## Work instructions
Print every record exactly, with nothing added or left out.

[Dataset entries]
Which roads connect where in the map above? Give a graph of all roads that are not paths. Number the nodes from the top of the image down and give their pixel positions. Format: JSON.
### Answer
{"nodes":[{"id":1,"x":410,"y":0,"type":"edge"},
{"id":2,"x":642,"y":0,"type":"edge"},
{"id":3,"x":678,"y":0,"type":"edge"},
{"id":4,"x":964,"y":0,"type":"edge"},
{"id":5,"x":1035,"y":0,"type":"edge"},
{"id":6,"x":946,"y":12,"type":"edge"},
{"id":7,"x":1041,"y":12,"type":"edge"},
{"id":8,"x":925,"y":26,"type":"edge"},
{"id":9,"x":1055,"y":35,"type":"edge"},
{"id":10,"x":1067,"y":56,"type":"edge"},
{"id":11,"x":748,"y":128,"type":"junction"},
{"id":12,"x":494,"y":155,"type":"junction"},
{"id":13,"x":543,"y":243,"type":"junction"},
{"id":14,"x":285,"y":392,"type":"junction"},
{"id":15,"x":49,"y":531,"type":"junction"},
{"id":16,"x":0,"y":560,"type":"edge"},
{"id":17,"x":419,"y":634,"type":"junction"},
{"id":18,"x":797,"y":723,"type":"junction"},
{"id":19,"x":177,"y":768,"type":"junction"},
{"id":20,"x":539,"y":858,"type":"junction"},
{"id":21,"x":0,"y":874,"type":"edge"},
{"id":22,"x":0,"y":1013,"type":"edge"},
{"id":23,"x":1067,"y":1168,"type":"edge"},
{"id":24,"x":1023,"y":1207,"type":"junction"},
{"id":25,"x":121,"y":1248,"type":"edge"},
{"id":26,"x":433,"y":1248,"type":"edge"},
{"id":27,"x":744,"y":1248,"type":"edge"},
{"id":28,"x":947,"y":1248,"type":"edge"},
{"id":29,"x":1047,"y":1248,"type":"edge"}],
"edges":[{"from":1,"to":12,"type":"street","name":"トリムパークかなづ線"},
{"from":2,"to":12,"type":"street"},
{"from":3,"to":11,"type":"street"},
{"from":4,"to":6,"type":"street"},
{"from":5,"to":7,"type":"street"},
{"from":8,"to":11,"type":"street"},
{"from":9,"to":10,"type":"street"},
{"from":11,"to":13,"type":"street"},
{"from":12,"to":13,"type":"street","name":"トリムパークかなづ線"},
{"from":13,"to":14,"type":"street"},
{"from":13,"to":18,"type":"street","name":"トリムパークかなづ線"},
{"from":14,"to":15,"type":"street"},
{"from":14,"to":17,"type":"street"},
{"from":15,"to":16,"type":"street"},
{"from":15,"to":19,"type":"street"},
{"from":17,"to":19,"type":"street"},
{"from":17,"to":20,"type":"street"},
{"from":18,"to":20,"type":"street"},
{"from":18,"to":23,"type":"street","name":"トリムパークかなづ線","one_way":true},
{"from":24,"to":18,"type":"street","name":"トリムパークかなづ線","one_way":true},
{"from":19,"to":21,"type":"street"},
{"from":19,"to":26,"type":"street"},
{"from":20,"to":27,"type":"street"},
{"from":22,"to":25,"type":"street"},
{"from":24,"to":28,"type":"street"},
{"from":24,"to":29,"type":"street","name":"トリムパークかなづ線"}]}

## Response
Which roads connect where in the map above? Give a graph of all roads that are not paths. Number the nodes from the top of the image down and give their pixel positions. Format: JSON.
### Answer
{"nodes":[{"id":1,"x":410,"y":0,"type":"edge"},
{"id":2,"x":642,"y":0,"type":"edge"},
{"id":3,"x":678,"y":0,"type":"edge"},
{"id":4,"x":964,"y":0,"type":"edge"},
{"id":5,"x":1035,"y":0,"type":"edge"},
{"id":6,"x":946,"y":12,"type":"edge"},
{"id":7,"x":1041,"y":12,"type":"edge"},
{"id":8,"x":925,"y":26,"type":"edge"},
{"id":9,"x":1055,"y":35,"type":"edge"},
{"id":10,"x":1067,"y":56,"type":"edge"},
{"id":11,"x":748,"y":128,"type":"junction"},
{"id":12,"x":494,"y":155,"type":"junction"},
{"id":13,"x":543,"y":243,"type":"junction"},
{"id":14,"x":285,"y":392,"type":"junction"},
{"id":15,"x":49,"y":531,"type":"junction"},
{"id":16,"x":0,"y":560,"type":"edge"},
{"id":17,"x":419,"y":634,"type":"junction"},
{"id":18,"x":797,"y":723,"type":"junction"},
{"id":19,"x":177,"y":768,"type":"junction"},
{"id":20,"x":539,"y":858,"type":"junction"},
{"id":21,"x":0,"y":874,"type":"edge"},
{"id":22,"x":0,"y":1013,"type":"edge"},
{"id":23,"x":1067,"y":1168,"type":"edge"},
{"id":24,"x":1023,"y":1207,"type":"junction"},
{"id":25,"x":121,"y":1248,"type":"edge"},
{"id":26,"x":433,"y":1248,"type":"edge"},
{"id":27,"x":744,"y":1248,"type":"edge"},
{"id":28,"x":947,"y":1248,"type":"edge"},
{"id":29,"x":1047,"y":1248,"type":"edge"}],
"edges":[{"from":1,"to":12,"type":"street","name":"トリムパークかなづ線"},
{"from":2,"to":12,"type":"street"},
{"from":3,"to":11,"type":"street"},
{"from":4,"to":6,"type":"street"},
{"from":5,"to":7,"type":"street"},
{"from":8,"to":11,"type":"street"},
{"from":9,"to":10,"type":"street"},
{"from":11,"to":13,"type":"street"},
{"from":12,"to":13,"type":"street","name":"トリムパークかなづ線"},
{"from":13,"to":14,"type":"street"},
{"from":13,"to":18,"type":"street","name":"トリムパークかなづ線"},
{"from":14,"to":15,"type":"street"},
{"from":14,"to":17,"type":"street"},
{"from":15,"to":16,"type":"street"},
{"from":15,"to":19,"type":"street"},
{"from":17,"to":19,"type":"street"},
{"from":17,"to":20,"type":"street"},
{"from":18,"to":20,"type":"street"},
{"from":18,"to":23,"type":"street","name":"トリムパークかなづ線","one_way":true},
{"from":24,"to":18,"type":"street","name":"トリムパークかなづ線","one_way":true},
{"from":19,"to":21,"type":"street"},
{"from":19,"to":26,"type":"street"},
{"from":20,"to":27,"type":"street"},
{"from":22,"to":25,"type":"street"},
{"from":24,"to":28,"type":"street"},
{"from":24,"to":29,"type":"street","name":"トリムパークかなづ線"}]}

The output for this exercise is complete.